Macrovision is a term that may sound familiar. It prevented consumers from copying movies between analog home video recorders. The idea is to destroy a portion of the video signal enough to upset an analog video recorder but allow a television receiver to function properly. It usually works. DVD-Video titles from movie studios generally contain Macrovision to prevent copying a DVD to a VHS tape for "sharing".
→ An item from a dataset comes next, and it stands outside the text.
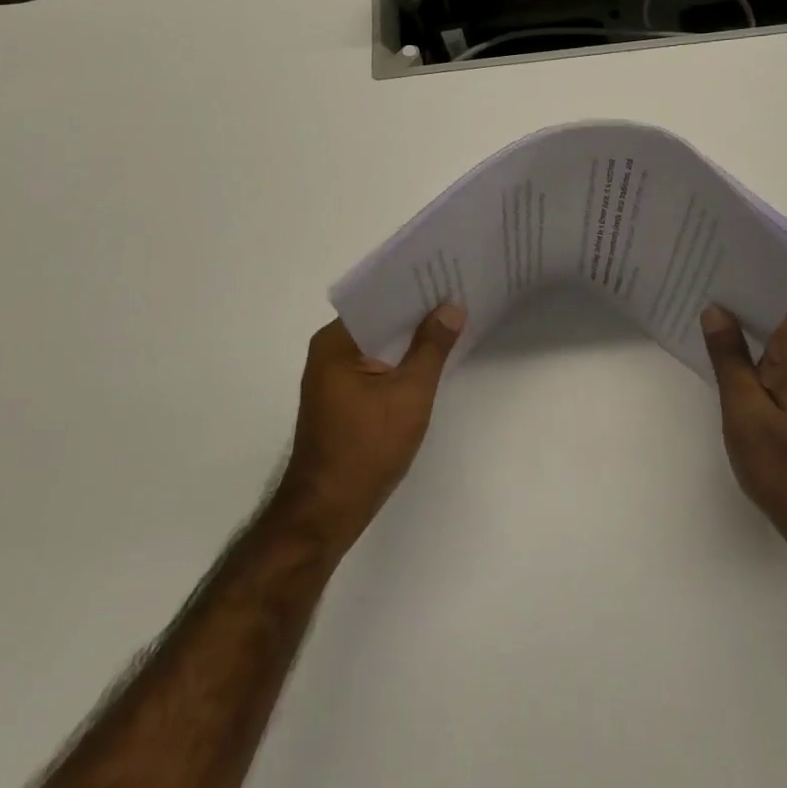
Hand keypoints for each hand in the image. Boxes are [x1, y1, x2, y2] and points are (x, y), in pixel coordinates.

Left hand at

Henninger Media Services can author and duplicate your DVD titles with any of these restrictions either absent or present. If you want a region free DVD-Video title, that's no problem. If you want CSS encryption and/or Macrovision, that can also be done. During the creation process, all of these items are optional. Please allow us to bid on your International DVD needs.

 

DVD Regions

Region 01
Canada, U.S., U.S. Territories.

Region 02
Albania, Andorra, Austria, Bahrain, Belarus, Belgium, Bosnia and Herzegovina, Bulgaria, Canary Islands, Croatia, Cyprus, Czech Republic, Denmark, Egypt, Estonia, European Union, Faroe Islands, Finland, France, France, Georgia, Germany, Gibraltar, Greece, Greenland, Hungary, Iceland, Iran, Iraq, Ireland, Israel, Italy, Japan, Jordan, Kuwait, Latvia, Lebanon, Liechtenstein, Lithuania, Luxembourg, Malta, Moldova, Montengro, Principality of Monaco, Netherlands, Norway, Oman, Poland, Portugal, Qatar, Romania, Russian Federation, San Marino, Saudi Arabia, Serbia, Slovakia, Slovenia,South Africa, Spain, Sweden, Switzerland, Syrian Arab Republic, Turkey, Ukraine, United Arab Emirates, United Kingdom, United Kingdom (Channel Islands) Vatican City State, Yemen

Region 03
Southeast Asia, East Asia, Hong Kong, South Korea

Region 04
Australia, New Zealand, Pacific Islands, Central America, Mexico, South America, Caribbean

Region 05
Former Soviet Union (Armenia, Azerbaijan, Belarus, Georgia, Kazakhstan, Kyrgyzstan, Moldova, Russia, Tajikistan,Turkmenistan, Ukraine, and Uzbekistan), Indian Subcontinent (India, Pakistan, Bangladesh, Nepal, Bhutan, Sri Lanka, The Maldives), Africa, North Korea, Mongolia

Region 06
China

Region 07
Reserved

Region 08
International region encompassing airplanes and cruise ships

 

 

Steve Wiedemann is Sr. VP, Director of Technology for Henninger Media Services.